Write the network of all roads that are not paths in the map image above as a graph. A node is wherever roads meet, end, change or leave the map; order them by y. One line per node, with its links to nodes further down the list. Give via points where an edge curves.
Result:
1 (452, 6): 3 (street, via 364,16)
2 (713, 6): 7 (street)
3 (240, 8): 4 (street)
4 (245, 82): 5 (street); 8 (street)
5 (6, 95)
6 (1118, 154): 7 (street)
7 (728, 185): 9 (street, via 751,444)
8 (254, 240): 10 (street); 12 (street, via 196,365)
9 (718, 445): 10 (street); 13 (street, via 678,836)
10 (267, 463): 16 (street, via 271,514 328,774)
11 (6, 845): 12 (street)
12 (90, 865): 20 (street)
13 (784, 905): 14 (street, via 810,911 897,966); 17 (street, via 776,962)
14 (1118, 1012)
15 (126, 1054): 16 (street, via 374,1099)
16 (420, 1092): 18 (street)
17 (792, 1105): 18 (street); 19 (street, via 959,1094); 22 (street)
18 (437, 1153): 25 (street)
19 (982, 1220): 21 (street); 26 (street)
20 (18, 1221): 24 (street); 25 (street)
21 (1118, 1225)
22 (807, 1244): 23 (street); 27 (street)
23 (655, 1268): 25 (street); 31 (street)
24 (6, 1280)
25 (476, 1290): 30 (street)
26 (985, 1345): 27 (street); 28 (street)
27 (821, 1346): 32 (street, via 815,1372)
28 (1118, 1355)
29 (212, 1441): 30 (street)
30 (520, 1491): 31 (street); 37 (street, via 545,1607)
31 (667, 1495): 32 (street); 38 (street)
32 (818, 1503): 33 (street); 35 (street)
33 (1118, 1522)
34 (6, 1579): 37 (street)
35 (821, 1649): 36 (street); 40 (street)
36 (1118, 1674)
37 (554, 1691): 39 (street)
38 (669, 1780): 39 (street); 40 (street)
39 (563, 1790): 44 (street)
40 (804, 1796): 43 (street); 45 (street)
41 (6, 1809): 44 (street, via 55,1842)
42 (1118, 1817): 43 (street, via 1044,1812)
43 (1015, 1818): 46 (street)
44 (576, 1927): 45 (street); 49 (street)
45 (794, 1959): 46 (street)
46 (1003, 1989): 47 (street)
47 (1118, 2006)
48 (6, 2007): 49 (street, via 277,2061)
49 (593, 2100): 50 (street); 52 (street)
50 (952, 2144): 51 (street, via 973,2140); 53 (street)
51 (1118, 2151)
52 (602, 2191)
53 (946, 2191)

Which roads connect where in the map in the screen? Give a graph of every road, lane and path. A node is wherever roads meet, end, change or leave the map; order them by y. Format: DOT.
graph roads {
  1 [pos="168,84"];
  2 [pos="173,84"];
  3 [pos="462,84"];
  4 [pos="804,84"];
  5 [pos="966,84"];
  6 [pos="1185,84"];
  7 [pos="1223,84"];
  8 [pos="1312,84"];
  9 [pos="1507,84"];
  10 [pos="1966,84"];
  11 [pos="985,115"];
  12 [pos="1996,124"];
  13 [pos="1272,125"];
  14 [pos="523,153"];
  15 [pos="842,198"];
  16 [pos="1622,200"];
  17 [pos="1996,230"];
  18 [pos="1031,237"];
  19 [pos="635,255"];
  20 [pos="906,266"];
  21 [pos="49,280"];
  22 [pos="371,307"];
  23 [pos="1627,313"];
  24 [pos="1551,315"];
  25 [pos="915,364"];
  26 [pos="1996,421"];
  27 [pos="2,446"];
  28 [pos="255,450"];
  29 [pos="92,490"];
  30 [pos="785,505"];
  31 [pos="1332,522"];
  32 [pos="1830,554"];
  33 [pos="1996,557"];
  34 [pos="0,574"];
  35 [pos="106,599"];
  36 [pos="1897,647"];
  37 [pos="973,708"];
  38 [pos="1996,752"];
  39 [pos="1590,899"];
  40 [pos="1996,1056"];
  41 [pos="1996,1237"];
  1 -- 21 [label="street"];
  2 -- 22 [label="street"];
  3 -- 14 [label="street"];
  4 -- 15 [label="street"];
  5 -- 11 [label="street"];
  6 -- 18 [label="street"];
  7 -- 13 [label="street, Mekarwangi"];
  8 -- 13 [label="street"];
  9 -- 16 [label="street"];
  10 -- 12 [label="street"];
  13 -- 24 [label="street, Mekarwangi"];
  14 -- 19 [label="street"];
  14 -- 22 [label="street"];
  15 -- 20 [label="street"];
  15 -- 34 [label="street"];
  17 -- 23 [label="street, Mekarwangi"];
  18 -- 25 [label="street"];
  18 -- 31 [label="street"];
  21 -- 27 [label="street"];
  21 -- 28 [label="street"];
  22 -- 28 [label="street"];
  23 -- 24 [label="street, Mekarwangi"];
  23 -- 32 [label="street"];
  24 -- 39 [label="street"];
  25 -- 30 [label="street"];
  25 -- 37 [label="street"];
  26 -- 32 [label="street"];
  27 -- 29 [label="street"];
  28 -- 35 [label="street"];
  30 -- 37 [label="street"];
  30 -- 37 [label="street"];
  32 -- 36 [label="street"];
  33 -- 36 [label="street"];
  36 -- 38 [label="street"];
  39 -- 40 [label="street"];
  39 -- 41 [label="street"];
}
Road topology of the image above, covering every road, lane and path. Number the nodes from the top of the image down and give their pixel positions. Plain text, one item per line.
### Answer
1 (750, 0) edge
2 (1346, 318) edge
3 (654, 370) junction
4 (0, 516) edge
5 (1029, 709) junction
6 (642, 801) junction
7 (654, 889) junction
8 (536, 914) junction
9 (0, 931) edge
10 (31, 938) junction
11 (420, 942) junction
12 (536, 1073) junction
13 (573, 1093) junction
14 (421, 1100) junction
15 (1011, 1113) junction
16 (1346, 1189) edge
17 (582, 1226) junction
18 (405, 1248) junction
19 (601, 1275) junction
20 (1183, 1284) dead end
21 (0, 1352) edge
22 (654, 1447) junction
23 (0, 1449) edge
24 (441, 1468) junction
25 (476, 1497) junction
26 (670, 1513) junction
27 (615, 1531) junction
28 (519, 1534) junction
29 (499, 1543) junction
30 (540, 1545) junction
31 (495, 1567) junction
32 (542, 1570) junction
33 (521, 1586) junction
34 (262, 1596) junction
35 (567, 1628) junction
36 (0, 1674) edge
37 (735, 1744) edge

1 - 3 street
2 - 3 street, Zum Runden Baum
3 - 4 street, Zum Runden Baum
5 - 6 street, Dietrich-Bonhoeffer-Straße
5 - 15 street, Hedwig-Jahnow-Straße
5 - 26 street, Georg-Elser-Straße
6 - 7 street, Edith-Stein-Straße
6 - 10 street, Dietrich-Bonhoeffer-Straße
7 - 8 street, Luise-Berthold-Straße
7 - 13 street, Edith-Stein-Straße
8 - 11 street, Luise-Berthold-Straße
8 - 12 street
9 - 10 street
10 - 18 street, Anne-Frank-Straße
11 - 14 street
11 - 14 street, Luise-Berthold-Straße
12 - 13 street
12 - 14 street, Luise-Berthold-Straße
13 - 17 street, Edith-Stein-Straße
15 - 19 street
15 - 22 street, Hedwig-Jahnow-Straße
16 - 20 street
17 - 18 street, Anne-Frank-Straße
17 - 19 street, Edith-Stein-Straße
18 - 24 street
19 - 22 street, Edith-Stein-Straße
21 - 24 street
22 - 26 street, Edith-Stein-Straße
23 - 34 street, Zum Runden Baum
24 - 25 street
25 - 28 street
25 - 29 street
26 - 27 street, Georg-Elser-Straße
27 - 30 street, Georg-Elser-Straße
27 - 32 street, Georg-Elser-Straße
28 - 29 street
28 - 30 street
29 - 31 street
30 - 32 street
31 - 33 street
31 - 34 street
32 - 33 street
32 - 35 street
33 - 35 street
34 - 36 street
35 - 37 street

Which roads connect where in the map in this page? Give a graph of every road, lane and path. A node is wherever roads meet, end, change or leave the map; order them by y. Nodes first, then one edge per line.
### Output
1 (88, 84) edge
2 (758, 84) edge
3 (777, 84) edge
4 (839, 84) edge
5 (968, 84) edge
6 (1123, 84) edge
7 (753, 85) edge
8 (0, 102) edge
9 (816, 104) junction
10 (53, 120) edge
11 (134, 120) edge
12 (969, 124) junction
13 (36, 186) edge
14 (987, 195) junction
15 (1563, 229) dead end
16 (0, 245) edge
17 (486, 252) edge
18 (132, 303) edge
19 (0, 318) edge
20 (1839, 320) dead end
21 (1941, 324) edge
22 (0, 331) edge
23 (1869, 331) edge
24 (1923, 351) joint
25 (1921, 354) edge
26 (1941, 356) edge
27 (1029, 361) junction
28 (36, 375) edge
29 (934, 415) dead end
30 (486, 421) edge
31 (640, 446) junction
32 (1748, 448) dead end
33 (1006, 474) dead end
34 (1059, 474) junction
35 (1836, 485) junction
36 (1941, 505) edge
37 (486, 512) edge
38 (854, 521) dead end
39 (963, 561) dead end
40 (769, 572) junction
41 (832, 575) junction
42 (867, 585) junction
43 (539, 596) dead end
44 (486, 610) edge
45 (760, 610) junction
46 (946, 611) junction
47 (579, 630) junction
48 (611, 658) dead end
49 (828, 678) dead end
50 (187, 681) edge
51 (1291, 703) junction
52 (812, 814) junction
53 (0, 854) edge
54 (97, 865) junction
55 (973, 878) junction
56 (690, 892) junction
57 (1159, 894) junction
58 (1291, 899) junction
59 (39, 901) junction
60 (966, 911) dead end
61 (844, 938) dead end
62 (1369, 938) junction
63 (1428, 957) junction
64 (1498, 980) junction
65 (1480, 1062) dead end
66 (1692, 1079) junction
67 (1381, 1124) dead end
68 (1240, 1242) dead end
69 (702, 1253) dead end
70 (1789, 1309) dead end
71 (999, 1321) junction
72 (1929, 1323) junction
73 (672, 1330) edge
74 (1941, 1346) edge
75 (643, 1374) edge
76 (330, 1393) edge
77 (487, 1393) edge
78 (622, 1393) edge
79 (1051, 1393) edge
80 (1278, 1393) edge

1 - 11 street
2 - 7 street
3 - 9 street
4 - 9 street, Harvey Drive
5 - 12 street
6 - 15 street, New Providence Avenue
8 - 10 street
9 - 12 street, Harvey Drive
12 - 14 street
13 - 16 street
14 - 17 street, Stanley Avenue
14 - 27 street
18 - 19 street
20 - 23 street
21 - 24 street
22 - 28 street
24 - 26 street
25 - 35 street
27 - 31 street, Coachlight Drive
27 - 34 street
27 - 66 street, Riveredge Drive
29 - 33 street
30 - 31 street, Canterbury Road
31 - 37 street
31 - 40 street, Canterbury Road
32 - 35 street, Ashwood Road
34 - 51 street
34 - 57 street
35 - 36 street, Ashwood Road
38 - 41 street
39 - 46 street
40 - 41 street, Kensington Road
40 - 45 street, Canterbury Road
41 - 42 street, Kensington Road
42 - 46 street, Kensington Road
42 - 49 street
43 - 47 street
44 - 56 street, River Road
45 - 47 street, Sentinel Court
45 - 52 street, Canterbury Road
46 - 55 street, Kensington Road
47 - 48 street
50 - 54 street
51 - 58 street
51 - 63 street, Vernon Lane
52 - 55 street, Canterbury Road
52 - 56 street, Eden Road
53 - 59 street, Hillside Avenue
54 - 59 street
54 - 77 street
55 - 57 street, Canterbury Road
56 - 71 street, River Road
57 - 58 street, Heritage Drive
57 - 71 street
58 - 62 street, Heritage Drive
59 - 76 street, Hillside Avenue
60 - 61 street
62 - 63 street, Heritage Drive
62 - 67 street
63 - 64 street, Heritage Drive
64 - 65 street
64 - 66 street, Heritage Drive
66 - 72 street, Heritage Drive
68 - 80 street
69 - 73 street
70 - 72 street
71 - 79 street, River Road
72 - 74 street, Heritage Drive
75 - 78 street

_Your instructions_
Note how many lines in the material hold the word "Berthold", and give that number by itself.

_Exercise answer_
4